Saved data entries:
·····

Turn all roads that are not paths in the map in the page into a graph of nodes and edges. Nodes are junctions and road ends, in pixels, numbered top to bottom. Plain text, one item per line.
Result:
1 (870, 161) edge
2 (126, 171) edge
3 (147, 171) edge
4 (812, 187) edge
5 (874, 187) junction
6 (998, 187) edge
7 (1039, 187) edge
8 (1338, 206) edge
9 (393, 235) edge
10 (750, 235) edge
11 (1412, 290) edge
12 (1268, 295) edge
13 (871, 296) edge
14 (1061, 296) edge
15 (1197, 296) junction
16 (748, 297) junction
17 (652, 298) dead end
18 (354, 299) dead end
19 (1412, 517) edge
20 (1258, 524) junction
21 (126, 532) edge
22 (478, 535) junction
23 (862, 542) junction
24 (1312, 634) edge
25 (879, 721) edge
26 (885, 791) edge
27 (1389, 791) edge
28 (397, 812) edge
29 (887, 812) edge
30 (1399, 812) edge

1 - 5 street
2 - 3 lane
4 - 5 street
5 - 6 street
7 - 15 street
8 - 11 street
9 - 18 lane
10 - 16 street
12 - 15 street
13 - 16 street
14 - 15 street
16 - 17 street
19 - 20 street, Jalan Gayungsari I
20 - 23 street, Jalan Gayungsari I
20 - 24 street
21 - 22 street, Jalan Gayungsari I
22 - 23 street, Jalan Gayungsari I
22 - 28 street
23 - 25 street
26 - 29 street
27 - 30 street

·····

What the task asks:
What you need to do is repeat every record above exactly.

Written solution:
Turn all roads that are not paths in the map in the page into a graph of nodes and edges. Nodes are junctions and road ends, in pixels, numbered top to bottom. Plain text, one item per line.
Result:
1 (870, 161) edge
2 (126, 171) edge
3 (147, 171) edge
4 (812, 187) edge
5 (874, 187) junction
6 (998, 187) edge
7 (1039, 187) edge
8 (1338, 206) edge
9 (393, 235) edge
10 (750, 235) edge
11 (1412, 290) edge
12 (1268, 295) edge
13 (871, 296) edge
14 (1061, 296) edge
15 (1197, 296) junction
16 (748, 297) junction
17 (652, 298) dead end
18 (354, 299) dead end
19 (1412, 517) edge
20 (1258, 524) junction
21 (126, 532) edge
22 (478, 535) junction
23 (862, 542) junction
24 (1312, 634) edge
25 (879, 721) edge
26 (885, 791) edge
27 (1389, 791) edge
28 (397, 812) edge
29 (887, 812) edge
30 (1399, 812) edge

1 - 5 street
2 - 3 lane
4 - 5 street
5 - 6 street
7 - 15 street
8 - 11 street
9 - 18 lane
10 - 16 street
12 - 15 street
13 - 16 street
14 - 15 street
16 - 17 street
19 - 20 street, Jalan Gayungsari I
20 - 23 street, Jalan Gayungsari I
20 - 24 street
21 - 22 street, Jalan Gayungsari I
22 - 23 street, Jalan Gayungsari I
22 - 28 street
23 - 25 street
26 - 29 street
27 - 30 street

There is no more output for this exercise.